[Activity] In the records that follow, find each line with "Tauler" and pull it out.

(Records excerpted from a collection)
==================================================
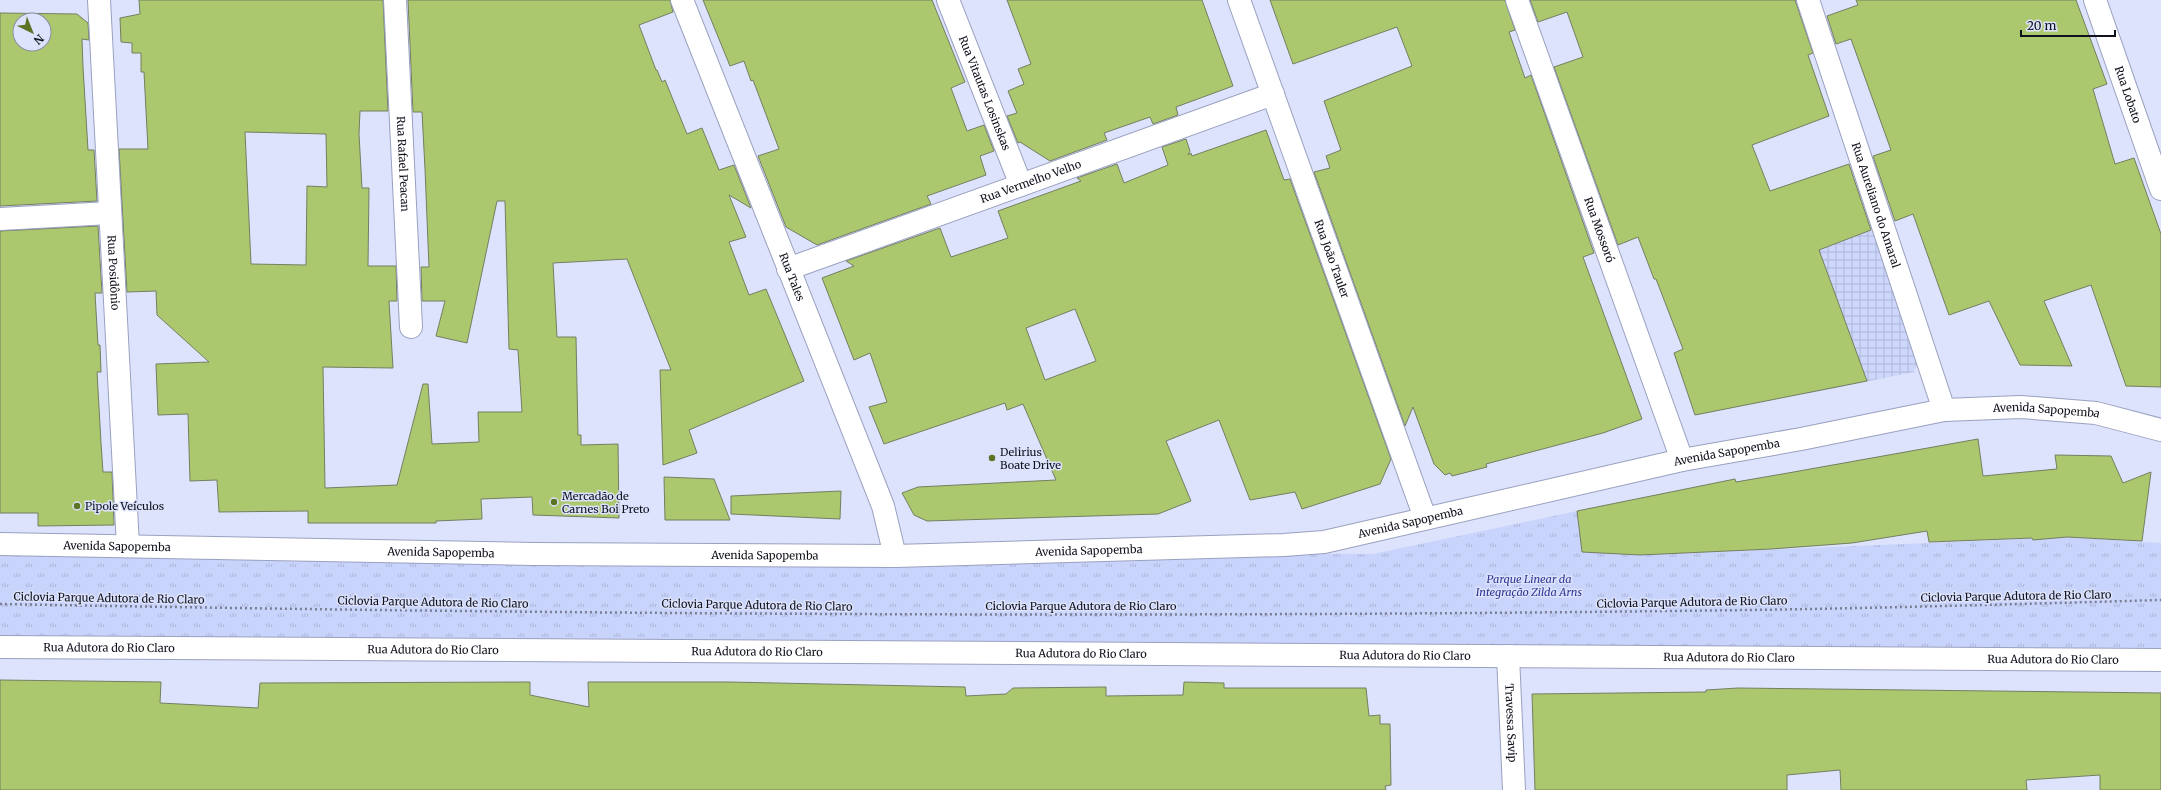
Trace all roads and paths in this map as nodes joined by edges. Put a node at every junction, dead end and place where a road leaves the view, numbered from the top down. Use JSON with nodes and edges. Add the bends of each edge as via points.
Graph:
{"nodes":[{"id":1,"x":99,"y":0,"type":"edge"},
{"id":2,"x":395,"y":0,"type":"edge"},
{"id":3,"x":682,"y":0,"type":"edge"},
{"id":4,"x":948,"y":0,"type":"edge"},
{"id":5,"x":1239,"y":0,"type":"edge"},
{"id":6,"x":1517,"y":0,"type":"edge"},
{"id":7,"x":1808,"y":0,"type":"edge"},
{"id":8,"x":2095,"y":0,"type":"edge"},
{"id":9,"x":1273,"y":94,"type":"junction"},
{"id":10,"x":1021,"y":185,"type":"junction"},
{"id":11,"x":2161,"y":189,"type":"edge"},
{"id":12,"x":110,"y":213,"type":"junction"},
{"id":13,"x":0,"y":219,"type":"edge"},
{"id":14,"x":788,"y":269,"type":"junction"},
{"id":15,"x":411,"y":327,"type":"dead end"},
{"id":16,"x":1944,"y":410,"type":"junction"},
{"id":17,"x":2161,"y":430,"type":"edge"},
{"id":18,"x":1682,"y":460,"type":"junction"},
{"id":19,"x":1425,"y":518,"type":"junction"},
{"id":20,"x":0,"y":544,"type":"edge"},
{"id":21,"x":128,"y":546,"type":"junction"},
{"id":22,"x":896,"y":556,"type":"junction"},
{"id":23,"x":2161,"y":600,"type":"edge"},
{"id":24,"x":0,"y":604,"type":"edge"},
{"id":25,"x":0,"y":647,"type":"edge"},
{"id":26,"x":1508,"y":656,"type":"junction"},
{"id":27,"x":2161,"y":660,"type":"edge"},
{"id":28,"x":1514,"y":790,"type":"edge"}],
"edges":[{"from":1,"to":12,"type":"street","name":"Rua Posidônio"},
{"from":2,"to":15,"type":"street","name":"Rua Rafael Peacan"},
{"from":3,"to":14,"type":"street","name":"Rua Tales"},
{"from":4,"to":10,"type":"street","name":"Rua Vitautas Losinskas"},
{"from":5,"to":9,"type":"street","name":"Rua João Tauler"},
{"from":6,"to":18,"type":"street","name":"Rua Mossoró"},
{"from":7,"to":16,"type":"street","name":"Rua Aureliano do Amaral"},
{"from":8,"to":11,"type":"street","name":"Rua Lobato"},
{"from":9,"to":10,"type":"street","name":"Rua Vermelho Velho"},
{"from":9,"to":19,"type":"street","name":"Rua João Tauler"},
{"from":10,"to":14,"type":"street","name":"Rua Vermelho Velho"},
{"from":12,"to":13,"type":"street"},
{"from":12,"to":21,"type":"street","name":"Rua Posidônio"},
{"from":14,"to":22,"type":"street","name":"Rua Tales","via":[[883,506]]},
{"from":16,"to":17,"type":"street","name":"Avenida Sapopemba","via":[[2021,407],[2088,413]]},
{"from":16,"to":18,"type":"street","name":"Avenida Sapopemba","via":[[1808,438]]},
{"from":18,"to":19,"type":"street","name":"Avenida Sapopemba"},
{"from":19,"to":22,"type":"street","name":"Avenida Sapopemba","via":[[1324,542],[1284,545]]},
{"from":20,"to":21,"type":"street","name":"Avenida Sapopemba"},
{"from":21,"to":22,"type":"street","name":"Avenida Sapopemba","via":[[533,554]]},
{"from":23,"to":24,"type":"path","name":"Ciclovia Parque Adutora de Rio Claro","via":[[1754,610],[1367,614],[870,614]]},
{"from":25,"to":26,"type":"street","name":"Rua Adutora do Rio Claro"},
{"from":26,"to":27,"type":"street","name":"Rua Adutora do Rio Claro"},
{"from":26,"to":28,"type":"street","name":"Travessa Savip"}]}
==================================================
[Written answer]
{"from":5,"to":9,"type":"street","name":"Rua João Tauler"},
{"from":9,"to":19,"type":"street","name":"Rua João Tauler"},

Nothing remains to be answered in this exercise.